Kidney damage in diabetes increases morbidity and mortality among affected individuals. Figure 1 summarizes key pathophysiological aspects of reduced lifespan in the setting of DKD. Hyperglycaemia per se can lead to a systemic ageing phenotype through multiple mechanisms such as oxidative stress and chronic low grade inflammation. This ageing process is accelerated with the onset of kidney dysfunction, even in its early stages. Vascular ageing, characterized by increased arterial stiffness and heightened pulsatile transmission of pressure waves to the microcirculation is a hallmark feature of chronic hyperglycaemia and kidney disease.
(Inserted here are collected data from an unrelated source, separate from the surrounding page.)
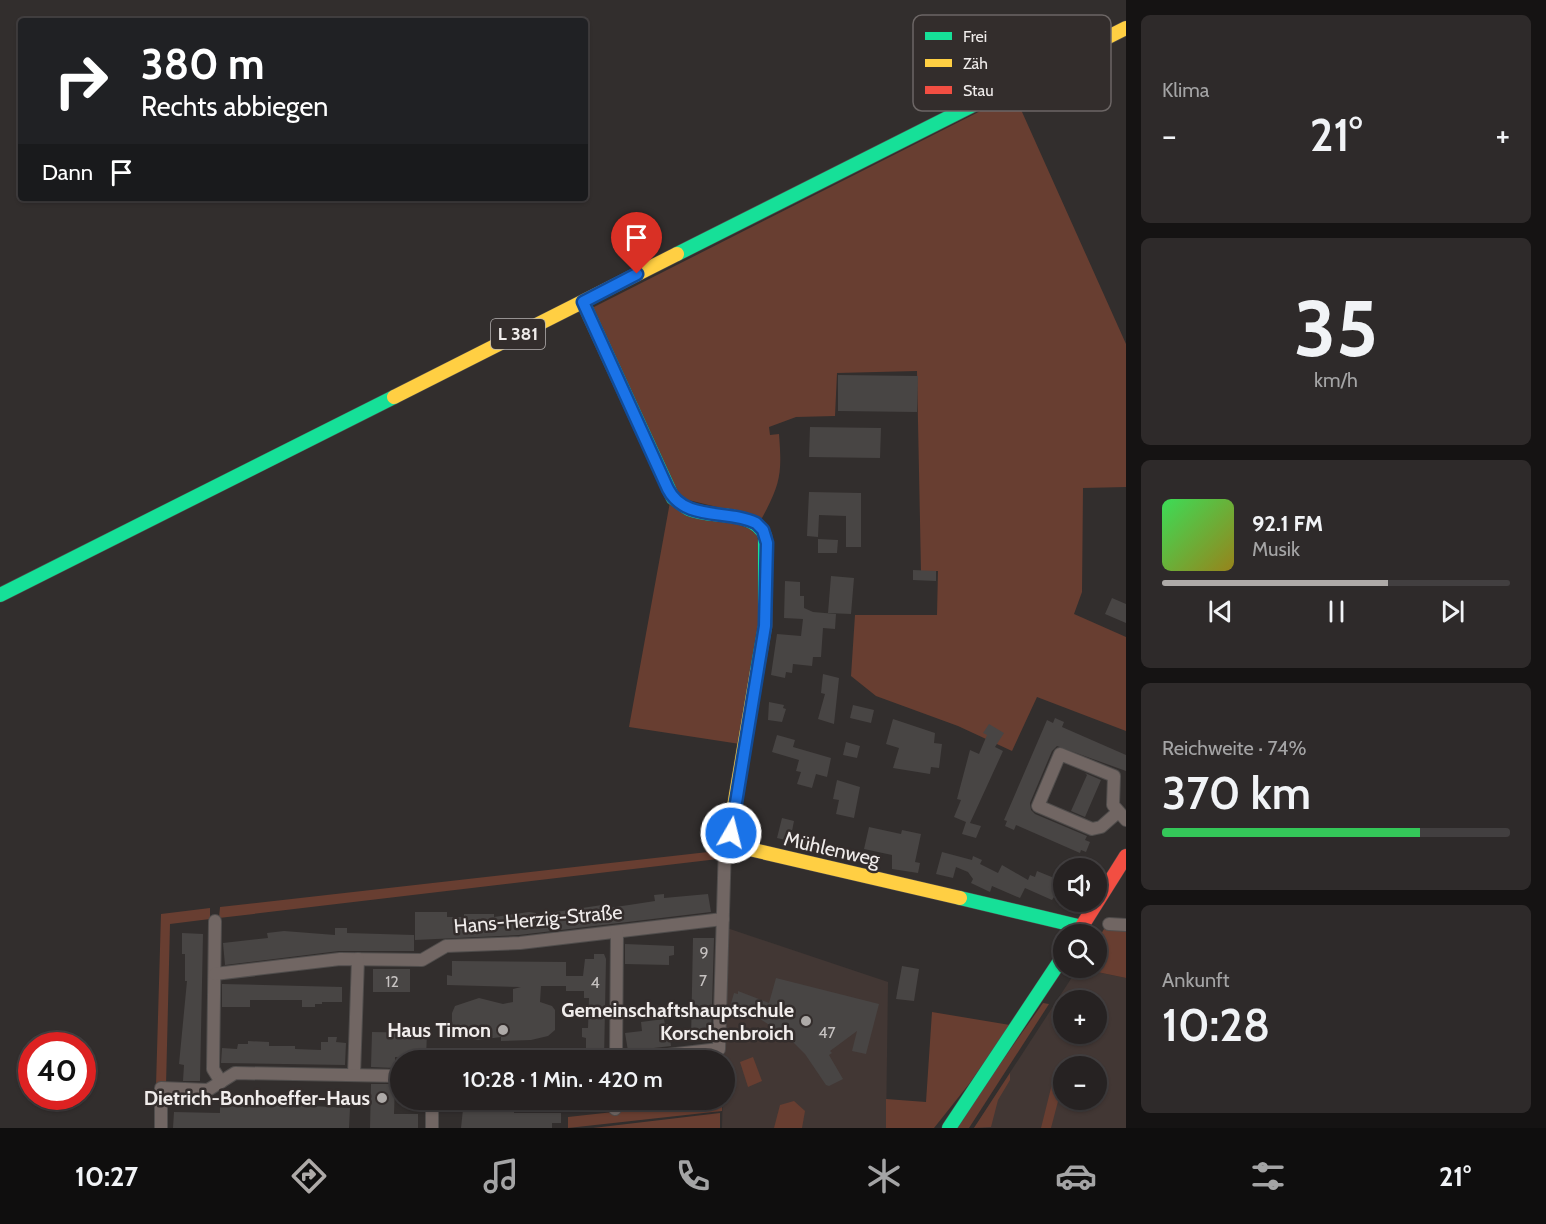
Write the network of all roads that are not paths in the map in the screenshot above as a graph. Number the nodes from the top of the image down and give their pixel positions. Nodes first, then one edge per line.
1 (1126, 28) edge
2 (1111, 36) edge
3 (962, 111) edge
4 (583, 302) junction
5 (0, 595) edge
6 (1122, 816) edge
7 (725, 844) dead end
8 (1126, 856) edge
9 (723, 919) junction
10 (215, 921) dead end
11 (1083, 924) edge
12 (1109, 924) dead end
13 (1053, 925) edge
14 (1126, 925) edge
15 (617, 933) junction
16 (358, 959) junction
17 (1053, 972) edge
18 (215, 974) junction
19 (616, 1050) edge
20 (710, 1050) edge
21 (354, 1075) junction
22 (390, 1076) edge
23 (221, 1082) junction
24 (432, 1110) edge
25 (161, 1128) edge
26 (432, 1128) edge
27 (949, 1128) edge

1 - 2 street, L 381
3 - 4 street, L 381
4 - 5 street, L 381
4 - 13 street, Mühlenweg
6 - 6 street
7 - 9 street
8 - 11 street
9 - 15 street, Hans-Herzig-Straße
9 - 20 street
10 - 18 street
12 - 14 street
15 - 16 street, Hans-Herzig-Straße
15 - 19 street
16 - 18 street, Hans-Herzig-Straße
16 - 21 street
17 - 27 street
18 - 23 street
21 - 22 street
21 - 23 street
23 - 25 street
24 - 26 street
The increased pulsatility to the microcirculation can exacerbate kidney damage and have a detrimental effect on both cognitive function and the coronary circulation. Diminished levels of the circulating hormone Klotho and anti‐ageing proteins from the sirtuin family, commonly observed in kidney disease, contribute to accelerated systemic ageing, as evidenced by human and animal studies.
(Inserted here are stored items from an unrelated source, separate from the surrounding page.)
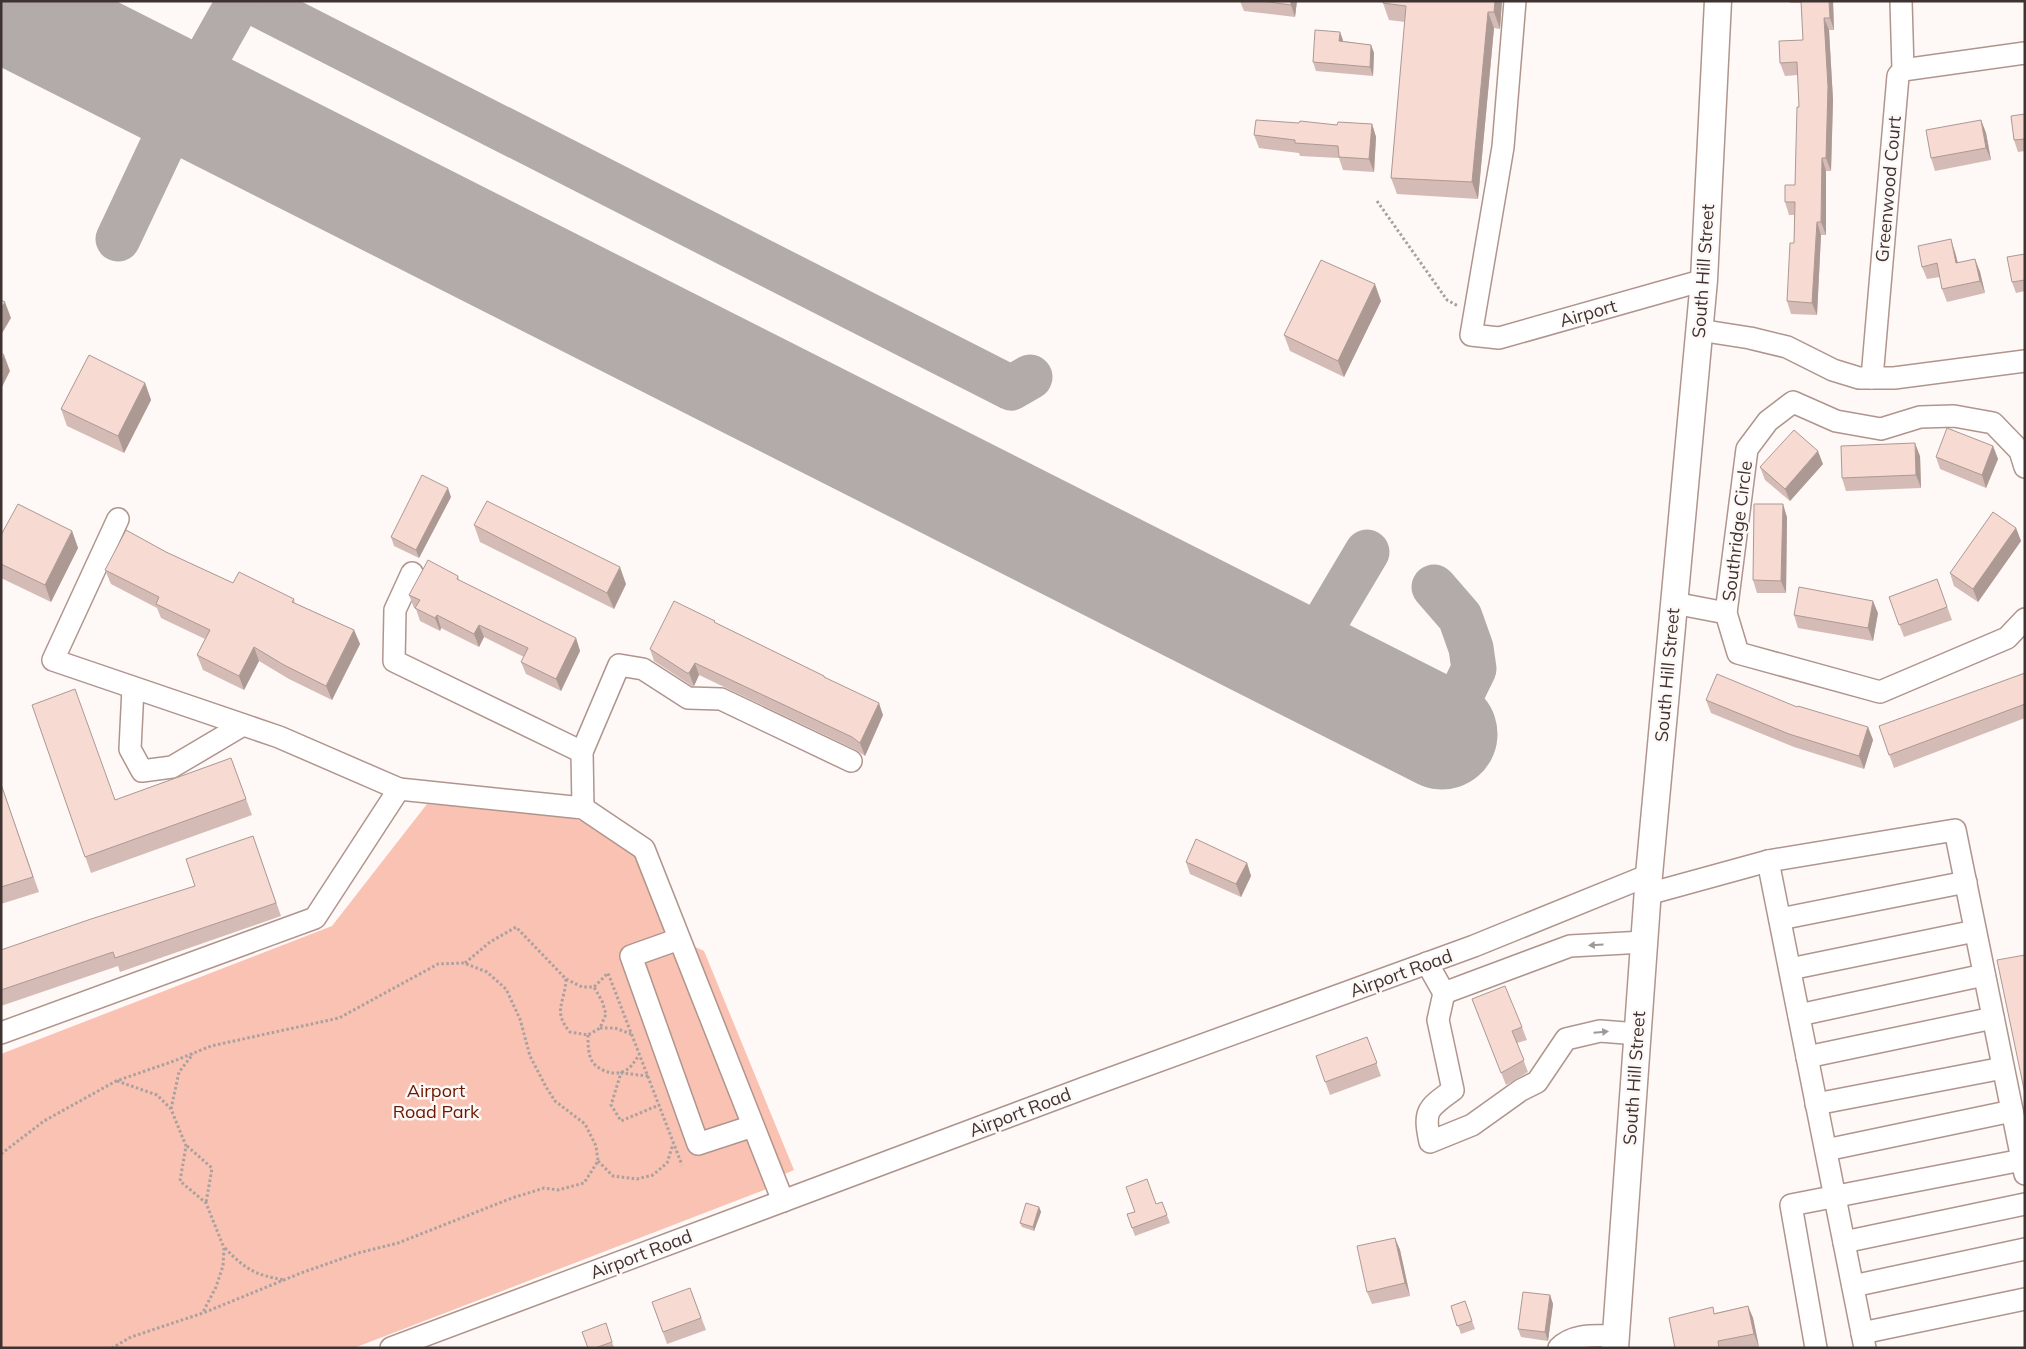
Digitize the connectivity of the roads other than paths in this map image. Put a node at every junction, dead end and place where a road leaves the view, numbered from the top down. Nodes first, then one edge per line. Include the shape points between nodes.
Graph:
1 (1515, 1) edge
2 (1718, 1) edge
3 (1901, 1) edge
4 (2025, 53) edge
5 (1903, 70) junction
6 (1704, 280) junction
7 (1699, 330) junction
8 (2025, 362) edge
9 (1872, 378) junction
10 (2025, 467) edge
11 (118, 520) dead end
12 (412, 573) dead end
13 (1674, 603) junction
14 (1726, 613) junction
15 (2025, 619) edge
16 (133, 688) junction
17 (243, 725) junction
18 (582, 752) junction
19 (851, 761) dead end
20 (399, 789) junction
21 (583, 808) junction
22 (1768, 861) junction
23 (1966, 882) junction
24 (1648, 885) junction
25 (1780, 919) junction
26 (1975, 931) junction
27 (679, 939) junction
28 (1644, 942) junction
29 (1427, 963) junction
30 (1790, 969) junction
31 (1984, 975) junction
32 (1444, 993) junction
33 (1799, 1015) junction
34 (1993, 1018) junction
35 (1, 1034) edge
36 (1638, 1034) junction
37 (1807, 1057) junction
38 (2003, 1068) junction
39 (1816, 1104) junction
40 (2012, 1111) junction
41 (753, 1126) junction
42 (1826, 1150) junction
43 (2023, 1167) edge
44 (1835, 1198) junction
45 (782, 1201) junction
46 (2025, 1204) edge
47 (1844, 1242) junction
48 (2025, 1249) edge
49 (1853, 1286) junction
50 (2025, 1299) edge
51 (1864, 1340) edge
52 (1615, 1342) edge
53 (391, 1348) edge
54 (1559, 1348) edge
55 (1816, 1348) edge

1 - 6 street, Airport via 1503,147 1473,325 1499,338
2 - 6 main road, South Hill Street
3 - 5 street, Greenwood Court
4 - 5 street
5 - 9 street, Greenwood Court via 1898,76
6 - 7 main road, South Hill Street
7 - 9 street via 1778,344 1833,370
7 - 13 main road, South Hill Street
8 - 9 street
10 - 14 street, Southridge Circle via 2020,451 1993,423 1954,416 1920,417 1881,429 1836,421 1793,402 1768,421 1747,449
11 - 16 street via 53,660
12 - 18 street via 395,610 394,661
13 - 14 street, Southridge Circle
13 - 24 main road, South Hill Street
14 - 15 street, Southridge Circle via 1738,653 1880,692 2007,638
16 - 17 street
16 - 17 street via 130,749 142,771 172,767
17 - 20 street via 279,737
18 - 19 street via 619,665 643,669 688,698 721,699
18 - 21 street
20 - 21 street
20 - 35 street via 315,918
21 - 27 street via 644,849
22 - 23 street, Airport Road via 1955,830
22 - 24 street, Airport Road
22 - 25 street
23 - 25 street
23 - 26 street
24 - 28 main road, South Hill Street
24 - 29 street, Airport Road
25 - 30 street
26 - 30 street
26 - 31 street
27 - 41 street
27 - 41 street via 631,956 698,1144
28 -> 32 street via 1570,946
28 - 36 main road, South Hill Street
29 - 32 street
29 - 45 street, Airport Road
30 - 33 street
31 - 33 street
31 - 34 street
32 -> 36 street via 1438,1020 1453,1090 1430,1106 1426,1122 1430,1142 1472,1125 1521,1090 1538,1082 1566,1038 1600,1031
33 - 37 street
34 - 37 street
34 - 38 street
36 - 52 main road, South Hill Street
37 - 39 street
38 - 39 street
38 - 40 street
39 - 42 street
40 - 42 street
40 - 43 street
41 - 45 street
42 - 44 street
43 - 44 street
44 - 47 street
44 - 55 street via 1791,1206
45 - 53 street, Airport Road
46 - 47 street
47 - 49 street
48 - 49 street
49 - 51 street
50 - 51 street
52 - 54 street via 1586,1336 1566,1341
Large epidemiological and interventional studies have shown that a healthy lifestyle along with pharmacological targeting of traditional risk factors for kidney and CVD such as hyperglycaemia, increased blood pressure and blood lipid levels can prevent the development and complications of DKD extending the lifespan of people with diabetes.

In recent years, RAAS inhibition, SGLT‐2 inhibitors and GLP‐1 receptor agonists have demonstrated impressive cardiovascular and renal protective effects.74 As shown in Figure 2, the key pillars of pharmacological treatments for CKD and related CVD are RAAS inhibition with ACE inhibitor or angiotensin receptor blocker, SGLT‐2 inhibitors, GLP‐1 receptor agonists and nsMRAs. These pillars all have unique and complementary modes of action and beneficial effects as discussed on reducing vascular and kidney ageing via anti‐senescence mechanisms at the molecular level. These effects may in part explain their impressive results on reducing progression of CKD and associated CVD burden. Post hoc analyses of clinical trials provide compelling evidence that the combination of the aforementioned pharmacological agents has additive benefits for CVD and the progression of CKD in diabetes and set the stage for larger randomised controlled trials to establish the validity of these findings.

In conclusion, a comprehensive multifactorial intervention strategy is essential to prevent CKD onset and progression its complications. Novel therapies targeting premature ageing pathways offer promise in addressing residual cardiovascular risk and renal risk in people with diabetes and CKD.

The authors declare no conflict of interest.